MICROSCALE THERMOPHORESIS(MST)
Principle: Microscale Thermophoresis (MST) bases on the thermophoresis of biomolecules. The nanoTemper MST instrument uses infrared lasers for local heating, causing directional movement of molecules. Subsequently, the distribution of molecules in the temperature gradient field is analyzed through fluorescence. This movement is then analyzed by fluorescence to determine the size, charge, and hydration layer changes of biomolecules due to binding. The MST instrument records fluorescence changes of the sample in the region irradiated by the infrared laser before, during, and after laser opening in a temperature gradient, enabling rapid measurements.
BIOLAYER INTERFEROMETRY (BLI)
Principle: Biolayer Interferometry (BLI) is a technology that detects surface reactions by measuring the displacement of interference spectra.
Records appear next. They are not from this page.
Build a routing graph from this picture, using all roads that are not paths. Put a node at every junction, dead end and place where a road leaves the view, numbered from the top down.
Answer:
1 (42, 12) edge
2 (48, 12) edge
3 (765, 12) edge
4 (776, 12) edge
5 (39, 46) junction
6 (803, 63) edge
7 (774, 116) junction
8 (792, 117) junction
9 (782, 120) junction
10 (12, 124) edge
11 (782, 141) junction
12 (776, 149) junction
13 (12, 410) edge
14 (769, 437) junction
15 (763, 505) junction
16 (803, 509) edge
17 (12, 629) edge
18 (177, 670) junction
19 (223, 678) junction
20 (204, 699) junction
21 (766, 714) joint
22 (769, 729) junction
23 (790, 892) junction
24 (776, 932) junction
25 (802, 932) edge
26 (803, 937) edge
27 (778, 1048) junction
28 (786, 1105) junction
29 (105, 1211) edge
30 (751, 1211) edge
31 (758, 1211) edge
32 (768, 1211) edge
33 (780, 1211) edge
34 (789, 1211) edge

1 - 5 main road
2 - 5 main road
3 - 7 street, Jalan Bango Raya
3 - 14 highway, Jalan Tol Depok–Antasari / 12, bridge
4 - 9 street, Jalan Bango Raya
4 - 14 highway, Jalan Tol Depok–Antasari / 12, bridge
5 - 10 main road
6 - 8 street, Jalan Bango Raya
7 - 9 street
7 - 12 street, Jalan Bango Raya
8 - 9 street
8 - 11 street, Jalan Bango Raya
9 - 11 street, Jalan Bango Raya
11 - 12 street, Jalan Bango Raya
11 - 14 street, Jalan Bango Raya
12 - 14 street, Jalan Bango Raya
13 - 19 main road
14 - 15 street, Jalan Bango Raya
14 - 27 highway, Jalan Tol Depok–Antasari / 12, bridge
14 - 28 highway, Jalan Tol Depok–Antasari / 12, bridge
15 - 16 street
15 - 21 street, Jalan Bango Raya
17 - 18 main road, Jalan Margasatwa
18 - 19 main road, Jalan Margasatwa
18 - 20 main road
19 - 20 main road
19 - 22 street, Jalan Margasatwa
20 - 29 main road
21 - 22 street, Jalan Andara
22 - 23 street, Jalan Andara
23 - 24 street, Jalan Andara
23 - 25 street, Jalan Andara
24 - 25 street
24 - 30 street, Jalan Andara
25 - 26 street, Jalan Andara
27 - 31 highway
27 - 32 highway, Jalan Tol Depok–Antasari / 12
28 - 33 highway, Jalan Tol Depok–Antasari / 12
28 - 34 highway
When visible light is emitted from a spectrometer, two sets of reflected spectra are formed at the two interfaces of the optical film layer on the sensor's end, creating an interference spectrum. Changes in layer thickness and density due to molecular binding or dissociation can be reflected by the displacement value of the interference spectrum. In Fortebio Octet BLI experiments, one molecule is immobilized on the sensor surface, and the binding of another molecule causes an interference shift in the sensor, generating real-time binding curves. BLI allows label-free, real-time quantitative testing with accurate, objective, and reliable results.
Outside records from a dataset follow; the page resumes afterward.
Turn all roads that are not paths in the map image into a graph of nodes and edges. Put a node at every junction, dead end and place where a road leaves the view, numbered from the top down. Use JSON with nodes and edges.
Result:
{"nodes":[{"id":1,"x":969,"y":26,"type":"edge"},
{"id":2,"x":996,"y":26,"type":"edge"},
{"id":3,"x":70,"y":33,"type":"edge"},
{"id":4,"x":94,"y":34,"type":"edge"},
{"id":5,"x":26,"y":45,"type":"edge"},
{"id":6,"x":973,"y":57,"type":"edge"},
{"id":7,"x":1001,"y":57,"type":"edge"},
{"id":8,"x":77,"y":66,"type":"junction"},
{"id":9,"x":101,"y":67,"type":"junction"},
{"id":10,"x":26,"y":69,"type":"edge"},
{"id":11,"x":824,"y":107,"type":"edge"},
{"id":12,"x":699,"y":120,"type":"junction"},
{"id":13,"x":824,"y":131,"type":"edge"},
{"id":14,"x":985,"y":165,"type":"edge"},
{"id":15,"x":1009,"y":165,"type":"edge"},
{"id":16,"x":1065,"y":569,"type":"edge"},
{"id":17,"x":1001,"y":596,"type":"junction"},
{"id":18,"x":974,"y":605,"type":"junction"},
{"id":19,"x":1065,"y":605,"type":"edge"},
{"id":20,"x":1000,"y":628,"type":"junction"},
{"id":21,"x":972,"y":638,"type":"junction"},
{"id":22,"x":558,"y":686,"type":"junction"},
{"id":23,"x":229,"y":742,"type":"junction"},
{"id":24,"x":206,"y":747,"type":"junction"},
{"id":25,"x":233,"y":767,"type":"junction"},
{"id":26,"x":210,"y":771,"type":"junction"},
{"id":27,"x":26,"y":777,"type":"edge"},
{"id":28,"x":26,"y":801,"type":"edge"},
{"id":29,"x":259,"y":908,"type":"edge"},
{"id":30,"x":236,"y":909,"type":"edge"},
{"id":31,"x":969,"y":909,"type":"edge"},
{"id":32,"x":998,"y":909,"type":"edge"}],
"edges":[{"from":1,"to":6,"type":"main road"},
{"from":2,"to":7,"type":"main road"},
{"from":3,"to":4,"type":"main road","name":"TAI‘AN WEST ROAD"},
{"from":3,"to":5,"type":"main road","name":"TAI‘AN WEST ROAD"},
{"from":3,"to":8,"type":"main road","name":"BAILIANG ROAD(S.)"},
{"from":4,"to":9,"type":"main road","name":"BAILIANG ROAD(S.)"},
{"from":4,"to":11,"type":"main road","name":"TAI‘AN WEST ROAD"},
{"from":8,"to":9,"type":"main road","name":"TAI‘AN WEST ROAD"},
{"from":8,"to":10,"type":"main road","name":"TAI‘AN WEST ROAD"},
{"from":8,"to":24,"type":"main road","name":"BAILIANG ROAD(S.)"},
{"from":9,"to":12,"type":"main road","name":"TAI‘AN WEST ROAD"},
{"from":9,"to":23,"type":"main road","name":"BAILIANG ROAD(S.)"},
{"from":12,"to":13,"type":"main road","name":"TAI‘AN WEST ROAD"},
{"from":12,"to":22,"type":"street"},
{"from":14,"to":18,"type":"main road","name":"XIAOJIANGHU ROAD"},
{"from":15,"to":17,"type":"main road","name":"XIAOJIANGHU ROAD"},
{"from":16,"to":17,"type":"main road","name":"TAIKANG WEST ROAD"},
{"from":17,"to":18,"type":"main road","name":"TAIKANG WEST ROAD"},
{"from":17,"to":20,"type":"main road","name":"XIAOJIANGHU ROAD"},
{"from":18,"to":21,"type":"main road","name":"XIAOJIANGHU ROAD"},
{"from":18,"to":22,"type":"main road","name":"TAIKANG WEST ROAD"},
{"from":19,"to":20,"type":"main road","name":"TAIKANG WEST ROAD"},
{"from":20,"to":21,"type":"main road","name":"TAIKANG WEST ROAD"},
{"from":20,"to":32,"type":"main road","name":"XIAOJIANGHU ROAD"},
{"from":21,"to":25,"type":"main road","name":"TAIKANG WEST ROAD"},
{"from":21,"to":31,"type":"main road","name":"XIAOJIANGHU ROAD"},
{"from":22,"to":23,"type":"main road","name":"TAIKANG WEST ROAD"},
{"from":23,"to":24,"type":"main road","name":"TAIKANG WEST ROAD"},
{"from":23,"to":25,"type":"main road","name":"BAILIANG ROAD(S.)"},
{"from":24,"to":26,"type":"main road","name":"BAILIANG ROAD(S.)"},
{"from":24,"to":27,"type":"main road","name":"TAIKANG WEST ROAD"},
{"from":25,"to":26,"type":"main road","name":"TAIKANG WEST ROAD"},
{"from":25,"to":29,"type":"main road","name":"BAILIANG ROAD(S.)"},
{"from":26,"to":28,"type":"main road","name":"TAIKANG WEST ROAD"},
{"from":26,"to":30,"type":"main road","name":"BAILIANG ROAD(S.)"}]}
ISOTHERMAL TITRATIONVCALORIMETRY(ITC)
Principle: Isothermal Titration Calorimetry (ITC) is a technique for quantitatively studying various biomolecular interactions. It directly measures the heat released or absorbed during the binding process of biomolecules. By measuring the heat transfer during the binding process, binding constants (KD), reaction stoichiometry (n), enthalpy (ΔH), and entropy (ΔS) can be accurately determined. The instrument includes a reference cell and a sample cell. During the experiment, the ligand is titrated into the sample cell in a controlled manner (accompanied by thorough mixing). Each titration generates a heat pulse, and by integrating the heat for each titration and normalizing for concentration, the molar heat release (kcal/mol) is obtained. Plotting the molar ratio (ligand/sample) and selecting an appropriate binding model allows the determination of binding-related affinity (KD), stoichiometry of binding (n), enthalpy change (ΔH), and entropy change (ΔS).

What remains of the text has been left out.